_Task description:_ Transcribe the entries below word for word, beginning at the line with "pinky tip: (425, 183)" and stopping after the line with "ring tip: (153, 207)"; drop all pictures.

_Images with pose keypoints:_
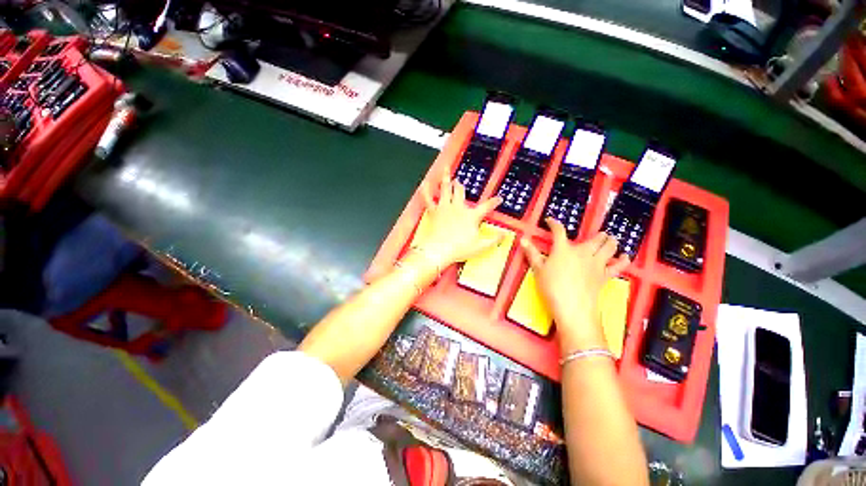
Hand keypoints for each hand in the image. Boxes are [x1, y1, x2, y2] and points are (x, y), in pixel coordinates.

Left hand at [417, 171, 502, 267]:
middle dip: (461, 185)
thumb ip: (494, 240)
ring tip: (446, 169)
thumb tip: (504, 235)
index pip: (486, 206)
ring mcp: (445, 208)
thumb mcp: (480, 246)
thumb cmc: (459, 248)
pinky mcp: (434, 212)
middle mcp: (458, 208)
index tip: (499, 198)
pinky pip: (428, 198)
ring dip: (446, 178)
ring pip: (446, 189)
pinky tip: (425, 183)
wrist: (439, 250)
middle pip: (461, 192)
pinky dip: (426, 190)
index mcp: (471, 215)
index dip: (494, 202)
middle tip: (460, 181)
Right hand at [521, 219, 629, 351]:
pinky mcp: (605, 275)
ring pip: (609, 247)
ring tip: (610, 239)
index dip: (554, 224)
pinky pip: (618, 265)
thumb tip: (523, 239)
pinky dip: (623, 260)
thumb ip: (532, 253)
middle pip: (594, 239)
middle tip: (597, 234)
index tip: (550, 221)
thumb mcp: (538, 269)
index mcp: (563, 249)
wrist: (572, 306)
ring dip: (611, 242)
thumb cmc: (551, 287)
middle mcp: (583, 252)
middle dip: (596, 235)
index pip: (558, 231)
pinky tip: (625, 256)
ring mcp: (596, 263)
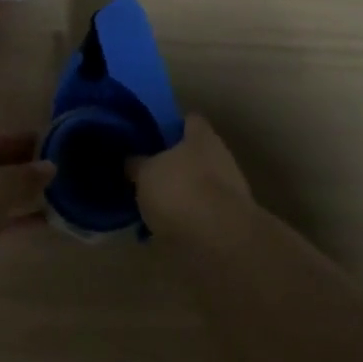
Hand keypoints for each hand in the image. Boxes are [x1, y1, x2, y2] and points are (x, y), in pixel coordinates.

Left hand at [0, 132, 55, 251]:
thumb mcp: (1, 184)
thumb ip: (26, 176)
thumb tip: (51, 166)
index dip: (21, 143)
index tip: (48, 146)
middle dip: (20, 172)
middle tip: (54, 174)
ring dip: (17, 199)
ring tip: (51, 199)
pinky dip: (11, 221)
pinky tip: (36, 223)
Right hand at [132, 114, 251, 226]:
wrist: (220, 241)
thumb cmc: (180, 191)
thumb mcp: (144, 173)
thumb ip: (137, 164)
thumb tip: (132, 160)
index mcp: (202, 137)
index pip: (190, 120)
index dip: (172, 126)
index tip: (153, 136)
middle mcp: (220, 157)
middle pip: (195, 154)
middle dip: (175, 165)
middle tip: (148, 175)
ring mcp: (230, 190)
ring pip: (199, 185)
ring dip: (181, 194)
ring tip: (153, 207)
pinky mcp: (230, 221)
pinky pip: (202, 213)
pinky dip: (187, 220)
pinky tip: (166, 230)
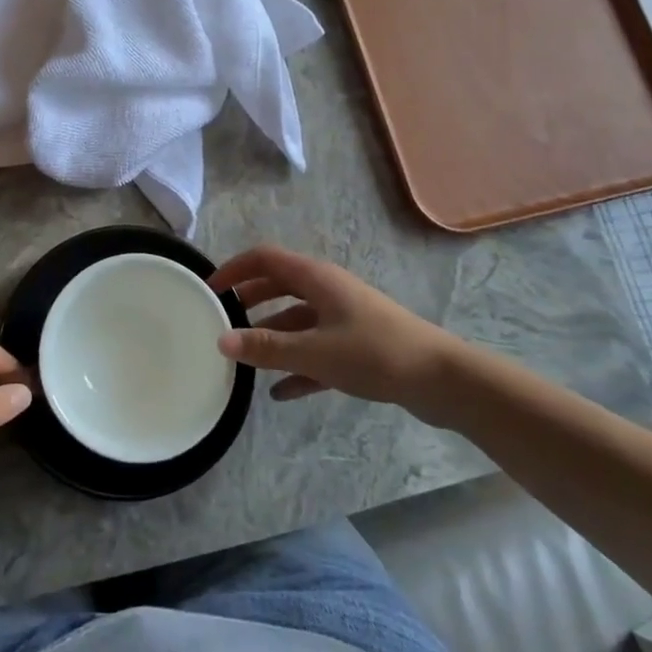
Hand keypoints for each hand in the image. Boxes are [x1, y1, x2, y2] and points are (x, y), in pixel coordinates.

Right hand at [210, 246, 472, 423]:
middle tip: (222, 320)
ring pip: (297, 319)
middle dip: (250, 300)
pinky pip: (317, 349)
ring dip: (272, 335)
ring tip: (245, 358)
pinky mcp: (357, 344)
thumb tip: (221, 340)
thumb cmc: (374, 353)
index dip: (235, 268)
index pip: (265, 258)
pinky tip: (281, 393)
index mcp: (316, 278)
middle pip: (279, 286)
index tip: (209, 289)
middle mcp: (327, 290)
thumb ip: (267, 347)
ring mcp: (344, 316)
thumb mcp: (314, 351)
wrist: (441, 378)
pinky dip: (297, 365)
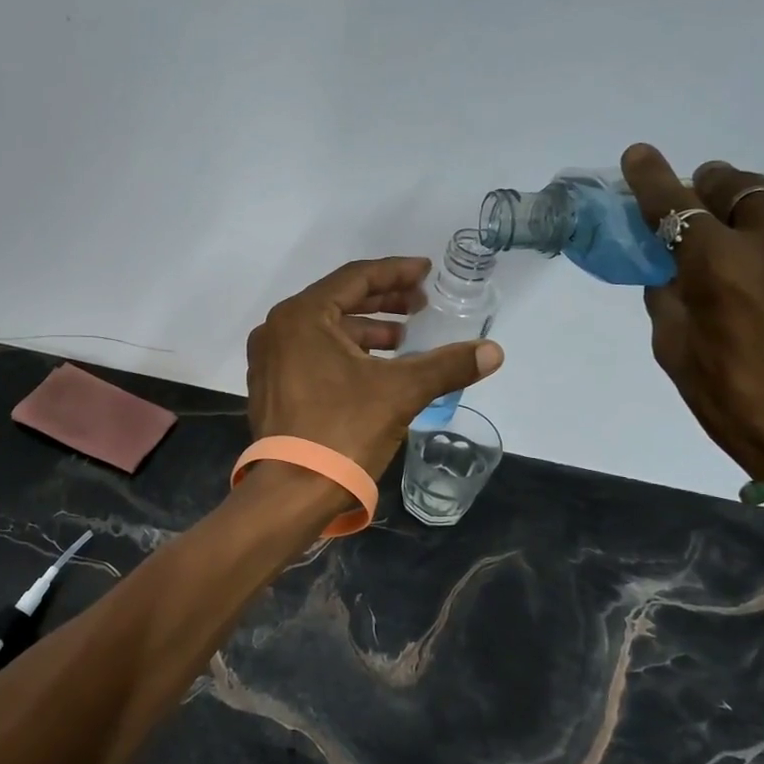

_Solution for this exercise:_
pinky tip: (425, 183)
wrist: (439, 250)
middle pip: (461, 192)
pinky dip: (426, 190)
index mcp: (471, 215)
index dip: (494, 202)
middle tip: (460, 181)
Right hand at [521, 219, 629, 351]:
pinky mcp: (605, 275)
ring pip: (609, 247)
ring tip: (610, 239)
index dip: (554, 224)
pinky pip: (618, 265)
thumb tip: (523, 239)
pinky dip: (623, 260)
thumb ip: (532, 253)
middle pip: (594, 239)
middle tip: (597, 234)
index tip: (550, 221)
thumb mcp: (538, 269)
index mcp: (563, 249)
wrist: (572, 306)
ring dip: (611, 242)
thumb cmc: (551, 287)
middle mcp: (583, 252)
middle dip: (596, 235)
index pip: (558, 231)
pinky tip: (625, 256)
ring mcp: (596, 263)
Hand keypoints for each hand in the image. Boxes are [x1, y1, x2, y2] and points are (x, y), in pixel coordinates.

Left hand at [0, 132, 55, 251]:
thumb mcp: (1, 184)
thumb ip: (26, 176)
thumb tip: (51, 166)
index dip: (21, 143)
index tip: (48, 146)
middle dip: (20, 172)
middle tip: (54, 174)
ring dip: (17, 199)
ring tip: (51, 199)
pinky dip: (11, 221)
pinky tip: (36, 223)
Right hand at [132, 114, 251, 226]:
wrist: (220, 241)
thumb cmc: (180, 191)
thumb mcp: (144, 173)
thumb ip: (137, 164)
thumb tip: (132, 160)
index mcp: (202, 137)
index pip: (190, 120)
index dip: (172, 126)
index tip: (153, 136)
middle mcp: (220, 157)
middle pip: (195, 154)
middle dip: (175, 165)
middle tip: (148, 175)
ring mcp: (230, 190)
ring pip: (199, 185)
ring dip: (181, 194)
ring tip: (153, 207)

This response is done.